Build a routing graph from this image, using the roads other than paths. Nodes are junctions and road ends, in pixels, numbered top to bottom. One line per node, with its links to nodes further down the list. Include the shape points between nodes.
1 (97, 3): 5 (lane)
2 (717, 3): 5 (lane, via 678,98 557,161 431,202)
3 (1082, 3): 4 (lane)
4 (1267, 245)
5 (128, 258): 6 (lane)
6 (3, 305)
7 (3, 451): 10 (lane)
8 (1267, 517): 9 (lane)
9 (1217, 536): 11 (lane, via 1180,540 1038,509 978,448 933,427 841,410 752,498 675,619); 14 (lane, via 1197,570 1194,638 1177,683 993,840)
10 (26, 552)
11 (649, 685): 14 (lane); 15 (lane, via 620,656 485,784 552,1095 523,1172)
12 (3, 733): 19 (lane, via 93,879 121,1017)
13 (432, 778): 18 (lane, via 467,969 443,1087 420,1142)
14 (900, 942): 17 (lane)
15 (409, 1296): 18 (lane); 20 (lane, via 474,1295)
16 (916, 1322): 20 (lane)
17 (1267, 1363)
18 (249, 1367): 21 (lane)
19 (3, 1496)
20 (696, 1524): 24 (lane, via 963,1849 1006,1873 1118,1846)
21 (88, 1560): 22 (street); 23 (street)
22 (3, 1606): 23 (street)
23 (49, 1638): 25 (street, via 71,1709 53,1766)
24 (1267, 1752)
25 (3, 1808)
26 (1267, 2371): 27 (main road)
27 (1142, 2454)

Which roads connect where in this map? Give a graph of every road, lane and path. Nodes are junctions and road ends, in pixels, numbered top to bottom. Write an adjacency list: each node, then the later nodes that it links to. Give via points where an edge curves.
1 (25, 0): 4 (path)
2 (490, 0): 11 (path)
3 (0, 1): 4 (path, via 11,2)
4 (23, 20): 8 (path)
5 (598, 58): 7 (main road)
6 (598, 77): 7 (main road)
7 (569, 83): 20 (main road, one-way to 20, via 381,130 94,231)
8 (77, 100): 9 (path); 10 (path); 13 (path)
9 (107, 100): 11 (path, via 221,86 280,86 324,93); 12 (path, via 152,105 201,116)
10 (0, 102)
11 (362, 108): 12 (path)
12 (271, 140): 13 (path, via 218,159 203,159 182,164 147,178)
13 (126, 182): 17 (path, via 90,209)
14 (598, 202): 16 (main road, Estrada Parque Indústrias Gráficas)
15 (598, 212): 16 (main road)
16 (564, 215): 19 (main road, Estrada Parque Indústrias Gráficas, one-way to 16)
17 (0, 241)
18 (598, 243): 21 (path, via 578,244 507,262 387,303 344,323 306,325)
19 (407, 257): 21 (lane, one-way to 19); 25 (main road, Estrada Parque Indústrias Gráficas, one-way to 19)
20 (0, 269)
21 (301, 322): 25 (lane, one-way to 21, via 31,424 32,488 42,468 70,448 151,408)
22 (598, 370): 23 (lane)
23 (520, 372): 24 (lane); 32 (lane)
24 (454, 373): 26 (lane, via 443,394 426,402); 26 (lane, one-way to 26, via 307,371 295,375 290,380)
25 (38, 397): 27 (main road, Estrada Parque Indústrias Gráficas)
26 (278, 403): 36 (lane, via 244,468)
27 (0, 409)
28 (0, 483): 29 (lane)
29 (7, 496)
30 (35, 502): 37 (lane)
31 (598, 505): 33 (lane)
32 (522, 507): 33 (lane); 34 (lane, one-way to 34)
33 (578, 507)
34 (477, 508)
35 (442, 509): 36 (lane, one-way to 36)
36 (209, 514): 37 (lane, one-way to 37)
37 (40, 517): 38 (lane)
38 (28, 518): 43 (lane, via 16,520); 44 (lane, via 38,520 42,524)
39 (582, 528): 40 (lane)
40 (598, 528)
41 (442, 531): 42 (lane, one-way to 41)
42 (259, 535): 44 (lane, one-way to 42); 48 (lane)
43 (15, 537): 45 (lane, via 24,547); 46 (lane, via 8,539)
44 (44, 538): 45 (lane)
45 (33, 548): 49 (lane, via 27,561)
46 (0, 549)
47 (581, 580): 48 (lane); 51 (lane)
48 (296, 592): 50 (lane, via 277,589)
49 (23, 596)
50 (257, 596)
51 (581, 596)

....

TRY IT: An exact reproduction of all the entries above is the expected answer.

EXERCISE OUTPUT:
Build a routing graph from this image, using the roads other than paths. Nodes are junctions and road ends, in pixels, numbered top to bottom. One line per node, with its links to nodes further down the list. Include the shape points between nodes.
1 (97, 3): 5 (lane)
2 (717, 3): 5 (lane, via 678,98 557,161 431,202)
3 (1082, 3): 4 (lane)
4 (1267, 245)
5 (128, 258): 6 (lane)
6 (3, 305)
7 (3, 451): 10 (lane)
8 (1267, 517): 9 (lane)
9 (1217, 536): 11 (lane, via 1180,540 1038,509 978,448 933,427 841,410 752,498 675,619); 14 (lane, via 1197,570 1194,638 1177,683 993,840)
10 (26, 552)
11 (649, 685): 14 (lane); 15 (lane, via 620,656 485,784 552,1095 523,1172)
12 (3, 733): 19 (lane, via 93,879 121,1017)
13 (432, 778): 18 (lane, via 467,969 443,1087 420,1142)
14 (900, 942): 17 (lane)
15 (409, 1296): 18 (lane); 20 (lane, via 474,1295)
16 (916, 1322): 20 (lane)
17 (1267, 1363)
18 (249, 1367): 21 (lane)
19 (3, 1496)
20 (696, 1524): 24 (lane, via 963,1849 1006,1873 1118,1846)
21 (88, 1560): 22 (street); 23 (street)
22 (3, 1606): 23 (street)
23 (49, 1638): 25 (street, via 71,1709 53,1766)
24 (1267, 1752)
25 (3, 1808)
26 (1267, 2371): 27 (main road)
27 (1142, 2454)

Which roads connect where in this map? Give a graph of every road, lane and path. Nodes are junctions and road ends, in pixels, numbered top to bottom. Write an adjacency list: each node, then the later nodes that it links to. Give via points where an edge curves.
1 (25, 0): 4 (path)
2 (490, 0): 11 (path)
3 (0, 1): 4 (path, via 11,2)
4 (23, 20): 8 (path)
5 (598, 58): 7 (main road)
6 (598, 77): 7 (main road)
7 (569, 83): 20 (main road, one-way to 20, via 381,130 94,231)
8 (77, 100): 9 (path); 10 (path); 13 (path)
9 (107, 100): 11 (path, via 221,86 280,86 324,93); 12 (path, via 152,105 201,116)
10 (0, 102)
11 (362, 108): 12 (path)
12 (271, 140): 13 (path, via 218,159 203,159 182,164 147,178)
13 (126, 182): 17 (path, via 90,209)
14 (598, 202): 16 (main road, Estrada Parque Indústrias Gráficas)
15 (598, 212): 16 (main road)
16 (564, 215): 19 (main road, Estrada Parque Indústrias Gráficas, one-way to 16)
17 (0, 241)
18 (598, 243): 21 (path, via 578,244 507,262 387,303 344,323 306,325)
19 (407, 257): 21 (lane, one-way to 19); 25 (main road, Estrada Parque Indústrias Gráficas, one-way to 19)
20 (0, 269)
21 (301, 322): 25 (lane, one-way to 21, via 31,424 32,488 42,468 70,448 151,408)
22 (598, 370): 23 (lane)
23 (520, 372): 24 (lane); 32 (lane)
24 (454, 373): 26 (lane, via 443,394 426,402); 26 (lane, one-way to 26, via 307,371 295,375 290,380)
25 (38, 397): 27 (main road, Estrada Parque Indústrias Gráficas)
26 (278, 403): 36 (lane, via 244,468)
27 (0, 409)
28 (0, 483): 29 (lane)
29 (7, 496)
30 (35, 502): 37 (lane)
31 (598, 505): 33 (lane)
32 (522, 507): 33 (lane); 34 (lane, one-way to 34)
33 (578, 507)
34 (477, 508)
35 (442, 509): 36 (lane, one-way to 36)
36 (209, 514): 37 (lane, one-way to 37)
37 (40, 517): 38 (lane)
38 (28, 518): 43 (lane, via 16,520); 44 (lane, via 38,520 42,524)
39 (582, 528): 40 (lane)
40 (598, 528)
41 (442, 531): 42 (lane, one-way to 41)
42 (259, 535): 44 (lane, one-way to 42); 48 (lane)
43 (15, 537): 45 (lane, via 24,547); 46 (lane, via 8,539)
44 (44, 538): 45 (lane)
45 (33, 548): 49 (lane, via 27,561)
46 (0, 549)
47 (581, 580): 48 (lane); 51 (lane)
48 (296, 592): 50 (lane, via 277,589)
49 (23, 596)
50 (257, 596)
51 (581, 596)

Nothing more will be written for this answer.